**Task directions:** Repeat each of these records exactly.

**Recorded data:**
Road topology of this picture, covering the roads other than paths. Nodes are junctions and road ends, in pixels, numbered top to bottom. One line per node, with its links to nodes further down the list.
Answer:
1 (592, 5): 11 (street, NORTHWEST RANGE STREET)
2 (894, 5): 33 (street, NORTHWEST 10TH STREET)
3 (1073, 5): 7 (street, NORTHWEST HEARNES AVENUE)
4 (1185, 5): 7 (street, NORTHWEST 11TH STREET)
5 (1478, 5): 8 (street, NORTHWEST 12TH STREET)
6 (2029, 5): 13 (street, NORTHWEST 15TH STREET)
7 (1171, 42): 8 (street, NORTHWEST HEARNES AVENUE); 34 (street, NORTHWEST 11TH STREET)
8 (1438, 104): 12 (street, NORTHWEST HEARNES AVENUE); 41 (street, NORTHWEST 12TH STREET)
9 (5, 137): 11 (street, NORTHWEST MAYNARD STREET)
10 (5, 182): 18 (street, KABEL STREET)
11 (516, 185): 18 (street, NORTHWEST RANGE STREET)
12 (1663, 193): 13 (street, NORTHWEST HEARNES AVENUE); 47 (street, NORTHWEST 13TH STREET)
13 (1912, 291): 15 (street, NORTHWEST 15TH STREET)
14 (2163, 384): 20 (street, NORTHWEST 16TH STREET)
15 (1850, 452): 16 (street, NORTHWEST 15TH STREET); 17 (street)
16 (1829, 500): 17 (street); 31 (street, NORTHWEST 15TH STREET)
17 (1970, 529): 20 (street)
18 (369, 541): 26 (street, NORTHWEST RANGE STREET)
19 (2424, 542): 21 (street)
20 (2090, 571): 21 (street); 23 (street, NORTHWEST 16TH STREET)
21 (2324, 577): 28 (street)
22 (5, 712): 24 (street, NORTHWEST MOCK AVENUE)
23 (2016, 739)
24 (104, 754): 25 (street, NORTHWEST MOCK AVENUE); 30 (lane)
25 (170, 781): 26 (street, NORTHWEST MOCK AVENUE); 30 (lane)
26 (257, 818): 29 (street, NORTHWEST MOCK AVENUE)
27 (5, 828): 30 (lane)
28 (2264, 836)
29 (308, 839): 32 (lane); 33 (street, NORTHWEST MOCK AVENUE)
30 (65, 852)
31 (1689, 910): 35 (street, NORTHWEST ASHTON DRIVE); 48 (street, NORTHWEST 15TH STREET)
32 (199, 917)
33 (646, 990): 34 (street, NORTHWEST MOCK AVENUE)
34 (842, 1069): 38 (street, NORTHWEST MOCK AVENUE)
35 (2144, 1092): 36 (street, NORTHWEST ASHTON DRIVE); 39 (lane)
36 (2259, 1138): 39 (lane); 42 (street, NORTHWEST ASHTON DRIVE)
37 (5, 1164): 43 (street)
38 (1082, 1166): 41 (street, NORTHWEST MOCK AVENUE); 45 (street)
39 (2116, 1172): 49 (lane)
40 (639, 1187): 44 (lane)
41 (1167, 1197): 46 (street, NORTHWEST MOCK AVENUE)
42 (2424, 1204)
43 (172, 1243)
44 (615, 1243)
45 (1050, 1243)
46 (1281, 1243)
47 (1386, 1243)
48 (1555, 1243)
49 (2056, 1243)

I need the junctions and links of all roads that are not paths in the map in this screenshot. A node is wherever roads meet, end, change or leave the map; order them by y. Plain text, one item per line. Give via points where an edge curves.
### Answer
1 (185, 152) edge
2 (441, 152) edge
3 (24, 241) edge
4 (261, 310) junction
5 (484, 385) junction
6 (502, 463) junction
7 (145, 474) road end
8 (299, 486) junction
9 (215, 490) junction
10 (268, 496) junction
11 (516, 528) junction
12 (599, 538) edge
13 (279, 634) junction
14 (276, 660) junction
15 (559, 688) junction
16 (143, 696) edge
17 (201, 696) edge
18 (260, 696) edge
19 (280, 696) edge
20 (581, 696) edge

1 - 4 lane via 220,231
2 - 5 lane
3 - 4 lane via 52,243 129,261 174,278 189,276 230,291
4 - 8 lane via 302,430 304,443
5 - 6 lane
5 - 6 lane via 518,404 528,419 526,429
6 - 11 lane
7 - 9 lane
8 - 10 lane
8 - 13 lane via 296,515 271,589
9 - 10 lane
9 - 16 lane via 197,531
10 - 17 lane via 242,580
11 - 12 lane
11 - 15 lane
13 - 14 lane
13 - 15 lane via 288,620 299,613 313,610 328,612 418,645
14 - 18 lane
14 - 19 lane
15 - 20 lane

**Response:**
Road topology of this picture, covering the roads other than paths. Nodes are junctions and road ends, in pixels, numbered top to bottom. One line per node, with its links to nodes further down the list.
Answer:
1 (592, 5): 11 (street, NORTHWEST RANGE STREET)
2 (894, 5): 33 (street, NORTHWEST 10TH STREET)
3 (1073, 5): 7 (street, NORTHWEST HEARNES AVENUE)
4 (1185, 5): 7 (street, NORTHWEST 11TH STREET)
5 (1478, 5): 8 (street, NORTHWEST 12TH STREET)
6 (2029, 5): 13 (street, NORTHWEST 15TH STREET)
7 (1171, 42): 8 (street, NORTHWEST HEARNES AVENUE); 34 (street, NORTHWEST 11TH STREET)
8 (1438, 104): 12 (street, NORTHWEST HEARNES AVENUE); 41 (street, NORTHWEST 12TH STREET)
9 (5, 137): 11 (street, NORTHWEST MAYNARD STREET)
10 (5, 182): 18 (street, KABEL STREET)
11 (516, 185): 18 (street, NORTHWEST RANGE STREET)
12 (1663, 193): 13 (street, NORTHWEST HEARNES AVENUE); 47 (street, NORTHWEST 13TH STREET)
13 (1912, 291): 15 (street, NORTHWEST 15TH STREET)
14 (2163, 384): 20 (street, NORTHWEST 16TH STREET)
15 (1850, 452): 16 (street, NORTHWEST 15TH STREET); 17 (street)
16 (1829, 500): 17 (street); 31 (street, NORTHWEST 15TH STREET)
17 (1970, 529): 20 (street)
18 (369, 541): 26 (street, NORTHWEST RANGE STREET)
19 (2424, 542): 21 (street)
20 (2090, 571): 21 (street); 23 (street, NORTHWEST 16TH STREET)
21 (2324, 577): 28 (street)
22 (5, 712): 24 (street, NORTHWEST MOCK AVENUE)
23 (2016, 739)
24 (104, 754): 25 (street, NORTHWEST MOCK AVENUE); 30 (lane)
25 (170, 781): 26 (street, NORTHWEST MOCK AVENUE); 30 (lane)
26 (257, 818): 29 (street, NORTHWEST MOCK AVENUE)
27 (5, 828): 30 (lane)
28 (2264, 836)
29 (308, 839): 32 (lane); 33 (street, NORTHWEST MOCK AVENUE)
30 (65, 852)
31 (1689, 910): 35 (street, NORTHWEST ASHTON DRIVE); 48 (street, NORTHWEST 15TH STREET)
32 (199, 917)
33 (646, 990): 34 (street, NORTHWEST MOCK AVENUE)
34 (842, 1069): 38 (street, NORTHWEST MOCK AVENUE)
35 (2144, 1092): 36 (street, NORTHWEST ASHTON DRIVE); 39 (lane)
36 (2259, 1138): 39 (lane); 42 (street, NORTHWEST ASHTON DRIVE)
37 (5, 1164): 43 (street)
38 (1082, 1166): 41 (street, NORTHWEST MOCK AVENUE); 45 (street)
39 (2116, 1172): 49 (lane)
40 (639, 1187): 44 (lane)
41 (1167, 1197): 46 (street, NORTHWEST MOCK AVENUE)
42 (2424, 1204)
43 (172, 1243)
44 (615, 1243)
45 (1050, 1243)
46 (1281, 1243)
47 (1386, 1243)
48 (1555, 1243)
49 (2056, 1243)

I need the junctions and links of all roads that are not paths in the map in this screenshot. A node is wherever roads meet, end, change or leave the map; order them by y. Plain text, one item per line. Give via points where an edge curves.
### Answer
1 (185, 152) edge
2 (441, 152) edge
3 (24, 241) edge
4 (261, 310) junction
5 (484, 385) junction
6 (502, 463) junction
7 (145, 474) road end
8 (299, 486) junction
9 (215, 490) junction
10 (268, 496) junction
11 (516, 528) junction
12 (599, 538) edge
13 (279, 634) junction
14 (276, 660) junction
15 (559, 688) junction
16 (143, 696) edge
17 (201, 696) edge
18 (260, 696) edge
19 (280, 696) edge
20 (581, 696) edge

1 - 4 lane via 220,231
2 - 5 lane
3 - 4 lane via 52,243 129,261 174,278 189,276 230,291
4 - 8 lane via 302,430 304,443
5 - 6 lane
5 - 6 lane via 518,404 528,419 526,429
6 - 11 lane
7 - 9 lane
8 - 10 lane
8 - 13 lane via 296,515 271,589
9 - 10 lane
9 - 16 lane via 197,531
10 - 17 lane via 242,580
11 - 12 lane
11 - 15 lane
13 - 14 lane
13 - 15 lane via 288,620 299,613 313,610 328,612 418,645
14 - 18 lane
14 - 19 lane
15 - 20 lane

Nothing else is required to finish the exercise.